In this analysis of data from 300 patients with IPF, we identified several circulating proteins that strongly associated with a composite outcome of respiratory death or lung transplant, after adjusting for clinical variables known to be associated with mortality in this population [8]. Many of these proteins have functions in inflammation, immune activation/regulation, cell–cell adhesion, or pathways reported to play a role in fibrogenesis (e.g. TGF-β signaling, bone morphogenetic protein signaling, Janus kinase signaling).
While some of our findings are consistent with previous data, such as the association between elevated levels of chemokine CXCL13 and reduced survival [9], our analyses identified several additional candidate proteins as biomarkers of mortality risk, including proteins not measured in previous studies. These results extend previous analyses of data from the IPF-PRO Registry that identified several proteins that associated with clinical measures of IPF severity (% predicted FVC, % predicted DLco, composite physiologic index) at enrollment [3]. In the current analyses, each of the proteins that was associated with all three disease severity measures in this prior work (SPON1, ICAM5, roundabout homolog-2 [ROBO2], polymeric immunoglobulin receptor [PIGR]) was selected by the multivariable model that considered both proteins and clinical factors. While none of these proteins has been well characterized in lung fibrosis, it has been shown that ROBO2 is overexpressed in a mouse model of toxin-induced liver fibrosis, and that the interaction between ROBO2 and its ligand promotes fibrogenic activity within stellate cells [10]. Notably, inclusion of the proteins along with the clinical measures enhanced the discriminatory ability of the model compared with a model that included only clinical factors. This suggests that proteins may confer information that is independent from that captured by measures commonly performed in the clinic.
Among the top protein predictors of the composite of respiratory death or lung transplant were AHSG and PIAS4. Higher AHSG levels and lower PIAS4 levels were associated with reduced risk. These proteins have opposing roles in regulating TGF-β signalling, a pathway known to be important in IPF. Thus it is plausible that they may contribute to the development or progression of IPF. In experimental models, AHSG is an antagonist of TGF-β, with animals genetically lacking in AHSG expression showing increased SMAD2 phosphorylation [11, 12]. Furthermore, TGF-β-mediated suppression of immune cell function was exaggerated in AHSG-deplete animals, as shown by inhibition of macrophage activation [12]. In an experimental model of liver fibrosis, PIAS4 silencing blocked recruitment of SMAD3, decreasing pro-fibrotic gene expression and ameliorating hepatic fibrosis [13]. In the context of these experimental data, our findings compel mechanistic and clinical studies to define the contribution of these proteins to the pathogenesis of IPF and clarify their potential as biomarkers of IPF progression.

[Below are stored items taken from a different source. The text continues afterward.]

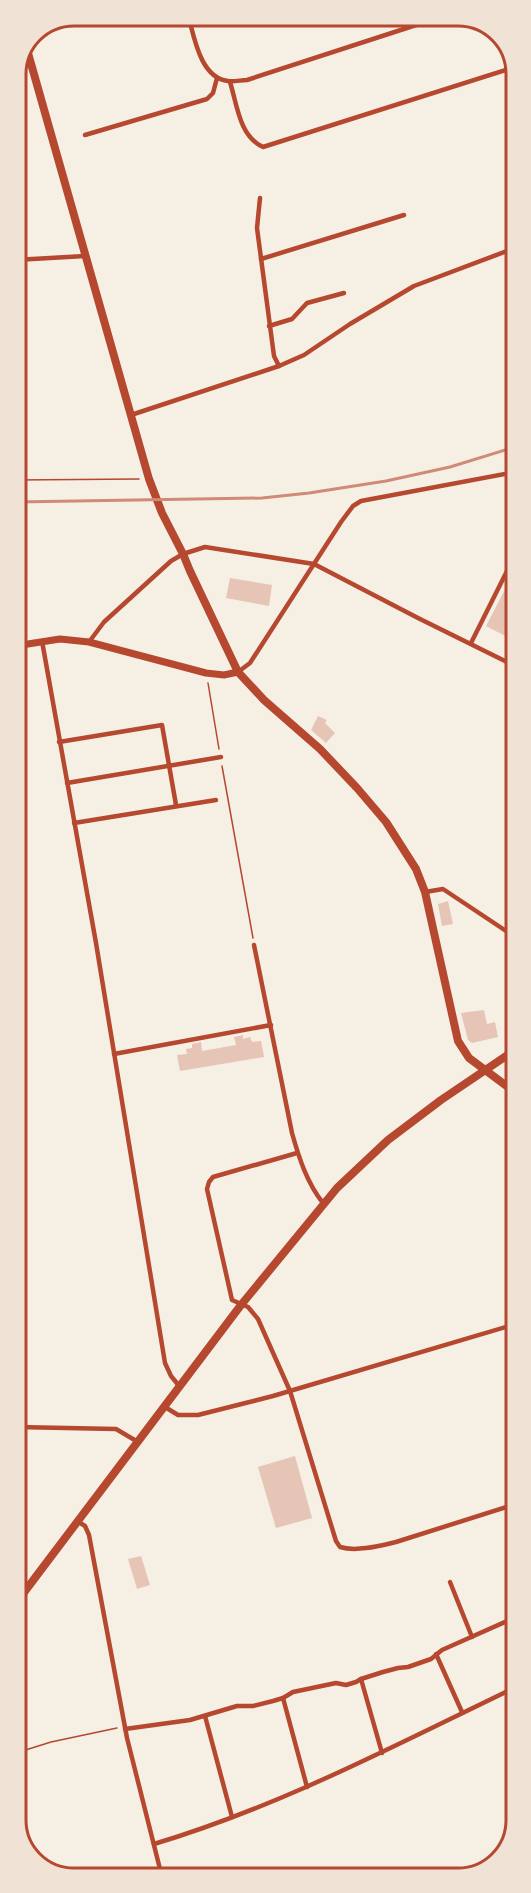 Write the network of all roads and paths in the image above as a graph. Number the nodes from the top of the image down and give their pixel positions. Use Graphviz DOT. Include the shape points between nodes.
graph roads {
  1 [pos="192,26"];
  2 [pos="413,26"];
  3 [pos="29,56"];
  4 [pos="506,70"];
  5 [pos="217,78"];
  6 [pos="230,82"];
  7 [pos="85,135"];
  8 [pos="260,198"];
  9 [pos="404,215"];
  10 [pos="506,251"];
  11 [pos="85,256"];
  12 [pos="261,258"];
  13 [pos="26,259"];
  14 [pos="344,293"];
  15 [pos="269,326"];
  16 [pos="279,366"];
  17 [pos="131,416"];
  18 [pos="506,474"];
  19 [pos="149,479"];
  20 [pos="26,480"];
  21 [pos="183,554"];
  22 [pos="314,564"];
  23 [pos="506,573"];
  24 [pos="42,641"];
  25 [pos="89,642"];
  26 [pos="471,643"];
  27 [pos="26,644"];
  28 [pos="506,661"];
  29 [pos="238,672"];
  30 [pos="206,673"];
  31 [pos="59,742"];
  32 [pos="221,757"];
  33 [pos="170,765"];
  34 [pos="67,783"];
  35 [pos="216,800"];
  36 [pos="176,805"];
  37 [pos="74,823"];
  38 [pos="425,892"];
  39 [pos="506,931"];
  40 [pos="254,945"];
  41 [pos="271,1025"];
  42 [pos="114,1054"];
  43 [pos="506,1056"];
  44 [pos="485,1070"];
  45 [pos="506,1086"];
  46 [pos="297,1153"];
  47 [pos="323,1203"];
  48 [pos="242,1305"];
  49 [pos="506,1327"];
  50 [pos="180,1387"];
  51 [pos="290,1391"];
  52 [pos="165,1407"];
  53 [pos="26,1428"];
  54 [pos="138,1442"];
  55 [pos="506,1507"];
  56 [pos="77,1521"];
  57 [pos="450,1582"];
  58 [pos="26,1590"];
  59 [pos="506,1622"];
  60 [pos="472,1637"];
  61 [pos="436,1654"];
  62 [pos="361,1679"];
  63 [pos="506,1692"];
  64 [pos="283,1698"];
  65 [pos="462,1712"];
  66 [pos="205,1716"];
  67 [pos="125,1729"];
  68 [pos="26,1750"];
  69 [pos="382,1754"];
  70 [pos="307,1787"];
  71 [pos="232,1817"];
  72 [pos="154,1844"];
  73 [pos="160,1867"];
  1 -- 5 [label="street" via="203,61"];
  2 -- 6 [label="street" via="247,80"];
  3 -- 11 [label="main road"];
  4 -- 6 [label="street" via="263,147 244,130"];
  5 -- 6 [label="street"];
  5 -- 7 [label="street" via="207,99"];
  8 -- 12 [label="street" via="257,228"];
  9 -- 12 [label="street"];
  10 -- 16 [label="street" via="414,286 304,355"];
  11 -- 13 [label="street"];
  11 -- 17 [label="main road"];
  12 -- 15 [label="street"];
  14 -- 15 [label="street" via="308,303 292,319"];
  15 -- 16 [label="street"];
  16 -- 17 [label="street"];
  17 -- 19 [label="main road"];
  18 -- 22 [label="street" via="361,501 340,522"];
  19 -- 20 [label="path"];
  19 -- 21 [label="main road"];
  21 -- 22 [label="street" via="205,547"];
  21 -- 25 [label="street" via="104,622"];
  21 -- 29 [label="main road"];
  22 -- 26 [label="street"];
  22 -- 29 [label="street" via="250,663"];
  23 -- 26 [label="street"];
  24 -- 25 [label="main road"];
  24 -- 27 [label="main road"];
  24 -- 31 [label="street"];
  25 -- 30 [label="main road"];
  26 -- 28 [label="street"];
  29 -- 30 [label="main road"];
  29 -- 38 [label="main road" via="320,749 386,822 416,869"];
  30 -- 32 [label="path"];
  31 -- 33 [label="street" via="162,724"];
  31 -- 34 [label="street"];
  32 -- 33 [label="street"];
  32 -- 40 [label="path"];
  33 -- 34 [label="street"];
  33 -- 36 [label="street"];
  34 -- 37 [label="street"];
  35 -- 36 [label="street"];
  36 -- 37 [label="street"];
  37 -- 42 [label="street"];
  38 -- 39 [label="street" via="443,889"];
  38 -- 44 [label="main road" via="458,1041 469,1058"];
  40 -- 41 [label="street"];
  41 -- 42 [label="street"];
  41 -- 46 [label="street"];
  42 -- 50 [label="street" via="165,1363"];
  43 -- 44 [label="main road"];
  44 -- 45 [label="main road"];
  44 -- 47 [label="main road" via="388,1140"];
  46 -- 47 [label="street" via="312,1190"];
  46 -- 48 [label="street" via="213,1177 208,1182 232,1300"];
  47 -- 48 [label="main road"];
  48 -- 50 [label="main road"];
  48 -- 51 [label="street" via="258,1319"];
  49 -- 51 [label="street"];
  50 -- 52 [label="main road"];
  51 -- 52 [label="street" via="198,1415 178,1414"];
  51 -- 55 [label="street" via="340,1547 388,1544"];
  52 -- 54 [label="main road"];
  53 -- 54 [label="street" via="116,1429"];
  54 -- 56 [label="main road"];
  56 -- 58 [label="main road"];
  56 -- 67 [label="street" via="89,1535"];
  57 -- 60 [label="street"];
  59 -- 60 [label="street"];
  60 -- 61 [label="street"];
  61 -- 62 [label="street" via="408,1667"];
  61 -- 65 [label="street"];
  62 -- 64 [label="street" via="346,1685 336,1683 293,1692"];
  62 -- 69 [label="street"];
  63 -- 65 [label="street"];
  64 -- 66 [label="street"];
  64 -- 70 [label="street"];
  65 -- 69 [label="street"];
  66 -- 67 [label="street"];
  66 -- 71 [label="street"];
  67 -- 68 [label="path"];
  67 -- 72 [label="street"];
  69 -- 70 [label="street"];
  70 -- 71 [label="street"];
  71 -- 72 [label="street"];
  72 -- 73 [label="street"];
}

Strengths of our analysis include the multi-center nature of the cohort and the adjustment for clinical variables known to influence survival in patients with IPF. Our analyses also have limitations. First, the cohort was a population of mainly white patients enrolled at expert centers in the US, thus our findings may not be applicable to all patients with IPF. Second, while a broad array of proteins were analyzed, some potentially important proteins may have been missed as they were not included on the platform. An aptamer-based approach to protein detection does not always produce results that are reproducible using ELISA and analyses using ELISA are planned.
In conclusion, we identified several novel candidate circulating protein biomarkers for predicting respiratory death or lung transplant in patients with IPF. These data underscore the opportunity to develop biomarker-inclusive algorithms that provide meaningful risk stratification for patients with IPF.